Many retailers use different acquirers to process their online and in-store payments, but such strategies may make it more difficult to create an omnichannel experience for their customers. A European startup called Zooz, which plans soon to use newly acquired capital to expand into the U.S. and Asia, can tie a merchant’s multiple acquirer relationships to help facilitate omnichannel-payments support.
In a recent podcast interview with Market Platform Dynamics CEO Karen Webster, Zooz CEO Oren Levy described how optimized acquirer routing can both boost a retailer’s ability create an omnichannel experience for its customers, and reduce transaction fees as well.

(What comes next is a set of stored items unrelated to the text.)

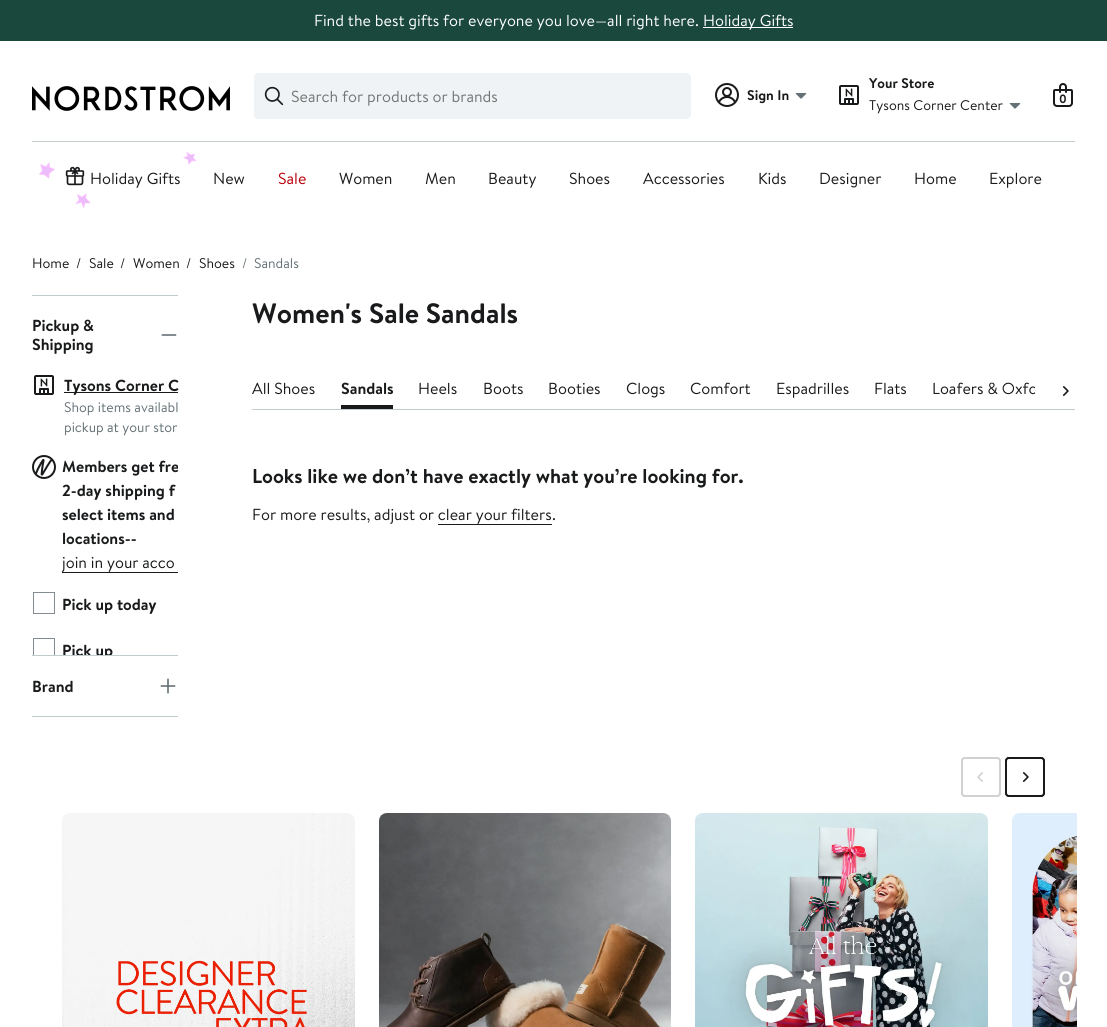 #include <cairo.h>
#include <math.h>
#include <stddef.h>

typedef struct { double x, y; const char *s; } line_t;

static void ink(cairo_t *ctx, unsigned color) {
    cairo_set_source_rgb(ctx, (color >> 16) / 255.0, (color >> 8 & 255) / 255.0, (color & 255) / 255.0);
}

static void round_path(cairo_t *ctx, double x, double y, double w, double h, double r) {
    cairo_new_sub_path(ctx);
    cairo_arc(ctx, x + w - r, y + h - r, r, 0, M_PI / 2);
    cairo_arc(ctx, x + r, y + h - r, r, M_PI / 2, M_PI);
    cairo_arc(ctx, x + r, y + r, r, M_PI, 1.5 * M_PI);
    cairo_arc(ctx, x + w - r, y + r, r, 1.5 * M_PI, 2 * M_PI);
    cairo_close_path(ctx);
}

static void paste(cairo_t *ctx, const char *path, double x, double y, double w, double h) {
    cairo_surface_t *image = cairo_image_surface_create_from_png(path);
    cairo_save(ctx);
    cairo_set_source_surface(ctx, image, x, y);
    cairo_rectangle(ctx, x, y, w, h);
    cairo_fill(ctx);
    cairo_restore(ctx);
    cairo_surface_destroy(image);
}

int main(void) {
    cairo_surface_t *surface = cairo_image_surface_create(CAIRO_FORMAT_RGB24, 1107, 1027);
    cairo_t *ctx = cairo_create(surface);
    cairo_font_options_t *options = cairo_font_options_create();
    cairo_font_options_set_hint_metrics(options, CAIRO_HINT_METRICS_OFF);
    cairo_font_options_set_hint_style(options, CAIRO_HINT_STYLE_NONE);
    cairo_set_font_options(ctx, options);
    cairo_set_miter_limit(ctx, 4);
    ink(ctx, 0xFFFFFF);
    cairo_paint(ctx);
    ink(ctx, 0x1A483C);
    cairo_rectangle(ctx, 0, 0, 1107, 41);
    cairo_fill(ctx);
    cairo_select_font_face(ctx, "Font", CAIRO_FONT_SLANT_NORMAL, CAIRO_FONT_WEIGHT_NORMAL);
    cairo_set_font_size(ctx, 16);
    ink(ctx, 0xFFFFFF);
    cairo_move_to(ctx, 314, 26);
    cairo_show_text(ctx, "Find the best gifts for everyone you love—all right here.");
    cairo_rectangle(ctx, 703, 27, 90, 1);
    cairo_fill(ctx);
    cairo_move_to(ctx, 703, 26);
    cairo_show_text(ctx, "Holiday Gifts");
    paste(ctx, "media/1.png", 32, 86, 198, 25);
    ink(ctx, 0xF0F3F5);
    round_path(ctx, 254, 73, 437, 46, 4);
    cairo_fill(ctx);
    paste(ctx, "media/2.png", 264, 86, 20, 20);
    ink(ctx, 0x757575);
    cairo_move_to(ctx, 291, 102);
    cairo_show_text(ctx, "Search for products or brands");
    paste(ctx, "media/3.png", 715, 83, 24, 24);
    cairo_select_font_face(ctx, "Font", CAIRO_FONT_SLANT_NORMAL, CAIRO_FONT_WEIGHT_BOLD);
    cairo_set_font_size(ctx, 14);
    ink(ctx, 0x191A1B);
    cairo_move_to(ctx, 747, 100);
    cairo_show_text(ctx, "Sign In");
    paste(ctx, "media/4.png", 795, 93, 12, 6);
    paste(ctx, "media/5.png", 839, 85, 20, 20);
    cairo_move_to(ctx, 869, 88);
    cairo_show_text(ctx, "Your Store");
    cairo_select_font_face(ctx, "Font", CAIRO_FONT_SLANT_NORMAL, CAIRO_FONT_WEIGHT_NORMAL);
    cairo_move_to(ctx, 869, 110);
    cairo_show_text(ctx, "Tysons Corner Center");
    paste(ctx, "media/4.png", 1009, 103, 12, 6);
    paste(ctx, "media/6.png", 1053, 83, 20, 24);
    cairo_select_font_face(ctx, "Font", CAIRO_FONT_SLANT_NORMAL, CAIRO_FONT_WEIGHT_BOLD);
    cairo_set_font_size(ctx, 12);
    cairo_move_to(ctx, 1059, 103);
    cairo_show_text(ctx, "0");
    ink(ctx, 0xC2CBCD);
    cairo_rectangle(ctx, 32, 141, 1043, 1);
    cairo_fill(ctx);
    paste(ctx, "media/8.png", 65, 166, 20, 20);
    cairo_select_font_face(ctx, "Font", CAIRO_FONT_SLANT_NORMAL, CAIRO_FONT_WEIGHT_NORMAL);
    cairo_set_font_size(ctx, 16);
    ink(ctx, 0x191A1B);
    cairo_move_to(ctx, 90, 184);
    cairo_show_text(ctx, "Holiday Gifts");
    paste(ctx, "media/7.png", 38, 151, 159, 58);
    cairo_move_to(ctx, 213, 184);
    cairo_show_text(ctx, "New");
    ink(ctx, 0xB80009);
    cairo_move_to(ctx, 278, 184);
    cairo_show_text(ctx, "Sale");
    ink(ctx, 0x191A1B);
    {
        static const line_t items[] = {
            {339, 184, "Women"},
            {425, 184, "Men"},
            {488, 184, "Beauty"},
            {569, 184, "Shoes"},
            {643, 184, "Accessories"},
            {758, 184, "Kids"},
            {819, 184, "Designer"},
            {914, 184, "Home"},
            {989, 184, "Explore"},
        };
        for (size_t i = 0; i < sizeof items / sizeof *items; i++) {
            cairo_move_to(ctx, items[i].x, items[i].y);
            cairo_show_text(ctx, items[i].s);
        }
    }
    cairo_set_font_size(ctx, 14);
    {
        static const line_t items[] = {
            {32, 268, "Home"},
            {76, 268, "/"},
            {89, 268, "Sale"},
            {120, 268, "/"},
            {133, 268, "Women"},
            {186, 268, "/"},
            {199, 268, "Shoes"},
        };
        for (size_t i = 0; i < sizeof items / sizeof *items; i++) {
            cairo_move_to(ctx, items[i].x, items[i].y);
            cairo_show_text(ctx, items[i].s);
        }
    }
    ink(ctx, 0x647175);
    cairo_move_to(ctx, 242, 268);
    cairo_show_text(ctx, "/");
    cairo_move_to(ctx, 254, 268);
    cairo_show_text(ctx, "Sandals");
    ink(ctx, 0xC2CBCD);
    cairo_rectangle(ctx, 32, 295, 146, 1);
    cairo_fill(ctx);
    cairo_rectangle(ctx, 32, 655, 146, 1);
    cairo_fill(ctx);
    cairo_select_font_face(ctx, "Font", CAIRO_FONT_SLANT_NORMAL, CAIRO_FONT_WEIGHT_BOLD);
    cairo_set_font_size(ctx, 16);
    ink(ctx, 0x191A1B);
    cairo_move_to(ctx, 32, 331);
    cairo_show_text(ctx, "Pickup &");
    paste(ctx, "media/9.png", 161, 334, 16, 2);
    cairo_move_to(ctx, 32, 350);
    cairo_show_text(ctx, "Shipping");
    paste(ctx, "media/5.png", 34, 375, 20, 20);
    cairo_rectangle(ctx, 64, 392, 114, 1);
    cairo_fill(ctx);
    cairo_move_to(ctx, 64, 391);
    cairo_show_text(ctx, "Tysons Corner C");
    cairo_select_font_face(ctx, "Font", CAIRO_FONT_SLANT_NORMAL, CAIRO_FONT_WEIGHT_NORMAL);
    cairo_set_font_size(ctx, 14);
    ink(ctx, 0x647175);
    cairo_move_to(ctx, 64, 412);
    cairo_show_text(ctx, "Shop items availabl");
    cairo_move_to(ctx, 64, 432);
    cairo_show_text(ctx, "pickup at your stor");
    paste(ctx, "media/10.png", 32, 455, 24, 24);
    cairo_save(ctx);
    cairo_rectangle(ctx, 32, 373, 146, 282);
    cairo_clip(ctx);
    cairo_select_font_face(ctx, "Font", CAIRO_FONT_SLANT_NORMAL, CAIRO_FONT_WEIGHT_BOLD);
    cairo_set_font_size(ctx, 16);
    ink(ctx, 0x191A1B);
    cairo_move_to(ctx, 62, 472);
    cairo_show_text(ctx, "Members get fre");
    cairo_restore(ctx);
    cairo_select_font_face(ctx, "Font", CAIRO_FONT_SLANT_NORMAL, CAIRO_FONT_WEIGHT_BOLD);
    cairo_set_font_size(ctx, 16);
    ink(ctx, 0x191A1B);
    {
        static const line_t items[] = {
            {62, 496, "2-day shipping f"},
            {62, 520, "select items and"},
            {62, 544, "locations--"},
        };
        for (size_t i = 0; i < sizeof items / sizeof *items; i++) {
            cairo_move_to(ctx, items[i].x, items[i].y);
            cairo_show_text(ctx, items[i].s);
        }
    }
    cairo_select_font_face(ctx, "Font", CAIRO_FONT_SLANT_NORMAL, CAIRO_FONT_WEIGHT_NORMAL);
    cairo_move_to(ctx, 62, 568);
    cairo_show_text(ctx, "join in your acco");
    cairo_rectangle(ctx, 62, 572, 116, 1);
    cairo_fill(ctx);
    cairo_rectangle(ctx, 33.5, 592.5, 21, 21);
    ink(ctx, 0x838D91);
    cairo_set_line_width(ctx, 1);
    cairo_stroke(ctx);
    cairo_select_font_face(ctx, "Font", CAIRO_FONT_SLANT_NORMAL, CAIRO_FONT_WEIGHT_BOLD);
    ink(ctx, 0x191A1B);
    cairo_move_to(ctx, 62, 610);
    cairo_show_text(ctx, "Pick up today");
    cairo_save(ctx);
    cairo_rectangle(ctx, 32, 373, 146, 282);
    cairo_clip(ctx);
    cairo_rectangle(ctx, 33.5, 638.5, 21, 21);
    ink(ctx, 0x838D91);
    cairo_stroke(ctx);
    ink(ctx, 0x191A1B);
    cairo_move_to(ctx, 62, 656);
    cairo_show_text(ctx, "Pick up");
    cairo_restore(ctx);
    ink(ctx, 0xC2CBCD);
    cairo_rectangle(ctx, 32, 716, 146, 1);
    cairo_fill(ctx);
    ink(ctx, 0x191A1B);
    cairo_move_to(ctx, 32, 692);
    cairo_show_text(ctx, "Brand");
    paste(ctx, "media/11.png", 160, 678, 16, 16);
    cairo_set_font_size(ctx, 28);
    cairo_move_to(ctx, 252, 323);
    cairo_show_text(ctx, "Women's Sale Sandals");
    ink(ctx, 0xC2CBCD);
    cairo_rectangle(ctx, 252, 409, 823, 1);
    cairo_fill(ctx);
    cairo_select_font_face(ctx, "Font", CAIRO_FONT_SLANT_NORMAL, CAIRO_FONT_WEIGHT_NORMAL);
    cairo_set_font_size(ctx, 16);
    ink(ctx, 0x191A1B);
    cairo_move_to(ctx, 252, 394);
    cairo_show_text(ctx, "All Shoes");
    cairo_rectangle(ctx, 341, 405, 52, 4);
    cairo_fill(ctx);
    cairo_select_font_face(ctx, "Font", CAIRO_FONT_SLANT_NORMAL, CAIRO_FONT_WEIGHT_BOLD);
    cairo_move_to(ctx, 341, 394);
    cairo_show_text(ctx, "Sandals");
    cairo_select_font_face(ctx, "Font", CAIRO_FONT_SLANT_NORMAL, CAIRO_FONT_WEIGHT_NORMAL);
    {
        static const line_t items[] = {
            {418, 394, "Heels"},
            {483, 394, "Boots"},
            {548, 394, "Booties"},
            {626, 394, "Clogs"},
            {690, 394, "Comfort"},
            {776, 394, "Espadrilles"},
            {874, 394, "Flats"},
        };
        for (size_t i = 0; i < sizeof items / sizeof *items; i++) {
            cairo_move_to(ctx, items[i].x, items[i].y);
            cairo_show_text(ctx, items[i].s);
        }
    }
    cairo_save(ctx);
    cairo_rectangle(ctx, 252, 367, 783, 42);
    cairo_clip(ctx);
    cairo_move_to(ctx, 932, 394);
    cairo_show_text(ctx, "Loafers & Oxfo");
    cairo_restore(ctx);
    paste(ctx, "media/12.png", 1062, 386, 7, 10);
    cairo_select_font_face(ctx, "Font", CAIRO_FONT_SLANT_NORMAL, CAIRO_FONT_WEIGHT_BOLD);
    cairo_set_font_size(ctx, 20);
    cairo_move_to(ctx, 252, 483);
    cairo_show_text(ctx, "Looks like we don’t have exactly what you’re looking for.");
    cairo_select_font_face(ctx, "Font", CAIRO_FONT_SLANT_NORMAL, CAIRO_FONT_WEIGHT_NORMAL);
    cairo_set_font_size(ctx, 16);
    cairo_move_to(ctx, 252, 520);
    cairo_show_text(ctx, "For more results, adjust or clear your filters");
    cairo_move_to(ctx, 552, 520);
    cairo_show_text(ctx, ".");
    cairo_rectangle(ctx, 438, 524, 114, 1);
    cairo_fill(ctx);
    round_path(ctx, 962, 758, 38, 38, 3);
    ink(ctx, 0xD1D1D1);
    cairo_set_line_width(ctx, 2);
    cairo_stroke(ctx);
    ink(ctx, 0xFFFFFF);
    round_path(ctx, 962, 758, 38, 38, 3);
    cairo_fill_preserve(ctx);
    ink(ctx, 0xD1D1D1);
    cairo_stroke(ctx);
    paste(ctx, "media/13.png", 977, 772, 6, 10);
    round_path(ctx, 1006, 758, 38, 38, 3);
    ink(ctx, 0x191A1B);
    cairo_stroke(ctx);
    ink(ctx, 0xFFFFFF);
    round_path(ctx, 1006, 758, 38, 38, 3);
    cairo_fill_preserve(ctx);
    ink(ctx, 0x191A1B);
    cairo_stroke(ctx);
    paste(ctx, "media/12.png", 1022, 772, 7, 10);
    paste(ctx, "media/14.png", 62, 813, 293, 214);
    paste(ctx, "media/15.png", 379, 813, 292, 214);
    paste(ctx, "media/16.png", 695, 813, 293, 214);
    paste(ctx, "media/17.png", 1012, 813, 65, 214);
    cairo_surface_write_to_png(surface, "image.png");
    cairo_font_options_destroy(options);
    cairo_destroy(ctx);
    cairo_surface_destroy(surface);
    return 0;
}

Zooz, whose name represents both an ancient Middle East form of currency and a Hebrew term for “move,” aggregates all transaction data for a retail customer, including online and in-store purchases. In doing so, a merchant could enable customers to pay from their phones while within its stores.
(Jump to 8:32) “Every retailer today has some sort of an omnichannel strategy; not many of them know exactly how to implement it, and I’m not sure many of them think payments could be the backbone or could be the infrastructure for the omnichannel experience,” Levy noted in the podcast interview.
Indeed, the world is becoming omnichannel, whether someone likes it or not, he added.
(Jump to 10:00) “You’re going with your mobile phone into the store. Why not just transfer the transaction onto the consumer’s phone and let them check out on their own phone? You don’t even need to have a mobile point of sale. You just shift that transaction over to the consumer while you’re packing the products or whatever was purchased in a bag."
Enhancing the omnichannel experience is only one benefit retailers can expect by connecting their acquirers through a single application programming interface, Levy noted. Such connectivity, or “smart routing,” also can help merchants reduce their transaction fees by routing transactions through the most appropriate acquirer, he said.
If a U.S. merchant accepts transactions in euros, it typically would have to pay a currency-conversion fee. But if it instead routed the transaction through a European acquirer, it could avoid having to pay any conversion or cross-border fees, Levy said. Moreover, if, for example, a merchant uses an acquirer that declines a lot of transactions from customers in a specific region, it could route the transaction instead to an acquirer that has better acceptance rates for such customers, he added.